DIRECTIONS:
The reply should consist of the full listing, repeated word for word.

DATA FOR REVIEW:
----

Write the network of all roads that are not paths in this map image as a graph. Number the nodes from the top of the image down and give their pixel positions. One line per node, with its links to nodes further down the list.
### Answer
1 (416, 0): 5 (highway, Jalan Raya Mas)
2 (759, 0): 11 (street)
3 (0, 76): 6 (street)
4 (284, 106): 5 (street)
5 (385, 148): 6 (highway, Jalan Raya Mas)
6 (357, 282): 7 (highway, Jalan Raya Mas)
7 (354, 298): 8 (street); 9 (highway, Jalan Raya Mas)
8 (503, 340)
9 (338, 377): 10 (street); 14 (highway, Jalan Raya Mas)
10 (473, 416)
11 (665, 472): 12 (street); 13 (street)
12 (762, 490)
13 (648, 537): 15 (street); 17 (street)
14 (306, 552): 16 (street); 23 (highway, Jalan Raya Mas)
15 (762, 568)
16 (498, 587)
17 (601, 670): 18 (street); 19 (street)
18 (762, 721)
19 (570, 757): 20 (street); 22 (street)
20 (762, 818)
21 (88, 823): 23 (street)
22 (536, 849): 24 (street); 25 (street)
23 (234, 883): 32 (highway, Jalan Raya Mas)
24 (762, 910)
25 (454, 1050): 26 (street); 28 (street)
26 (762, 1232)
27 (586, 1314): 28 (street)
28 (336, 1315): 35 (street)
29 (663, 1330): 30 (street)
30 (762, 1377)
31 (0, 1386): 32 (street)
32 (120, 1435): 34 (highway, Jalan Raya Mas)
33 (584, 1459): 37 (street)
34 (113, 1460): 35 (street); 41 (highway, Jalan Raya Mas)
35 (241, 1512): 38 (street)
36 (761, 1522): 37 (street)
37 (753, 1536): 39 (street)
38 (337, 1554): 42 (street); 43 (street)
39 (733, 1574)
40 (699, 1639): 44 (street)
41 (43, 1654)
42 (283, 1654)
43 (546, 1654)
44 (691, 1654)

----

YOUR RESPONSE:
Write the network of all roads that are not paths in this map image as a graph. Number the nodes from the top of the image down and give their pixel positions. One line per node, with its links to nodes further down the list.
### Answer
1 (416, 0): 5 (highway, Jalan Raya Mas)
2 (759, 0): 11 (street)
3 (0, 76): 6 (street)
4 (284, 106): 5 (street)
5 (385, 148): 6 (highway, Jalan Raya Mas)
6 (357, 282): 7 (highway, Jalan Raya Mas)
7 (354, 298): 8 (street); 9 (highway, Jalan Raya Mas)
8 (503, 340)
9 (338, 377): 10 (street); 14 (highway, Jalan Raya Mas)
10 (473, 416)
11 (665, 472): 12 (street); 13 (street)
12 (762, 490)
13 (648, 537): 15 (street); 17 (street)
14 (306, 552): 16 (street); 23 (highway, Jalan Raya Mas)
15 (762, 568)
16 (498, 587)
17 (601, 670): 18 (street); 19 (street)
18 (762, 721)
19 (570, 757): 20 (street); 22 (street)
20 (762, 818)
21 (88, 823): 23 (street)
22 (536, 849): 24 (street); 25 (street)
23 (234, 883): 32 (highway, Jalan Raya Mas)
24 (762, 910)
25 (454, 1050): 26 (street); 28 (street)
26 (762, 1232)
27 (586, 1314): 28 (street)
28 (336, 1315): 35 (street)
29 (663, 1330): 30 (street)
30 (762, 1377)
31 (0, 1386): 32 (street)
32 (120, 1435): 34 (highway, Jalan Raya Mas)
33 (584, 1459): 37 (street)
34 (113, 1460): 35 (street); 41 (highway, Jalan Raya Mas)
35 (241, 1512): 38 (street)
36 (761, 1522): 37 (street)
37 (753, 1536): 39 (street)
38 (337, 1554): 42 (street); 43 (street)
39 (733, 1574)
40 (699, 1639): 44 (street)
41 (43, 1654)
42 (283, 1654)
43 (546, 1654)
44 (691, 1654)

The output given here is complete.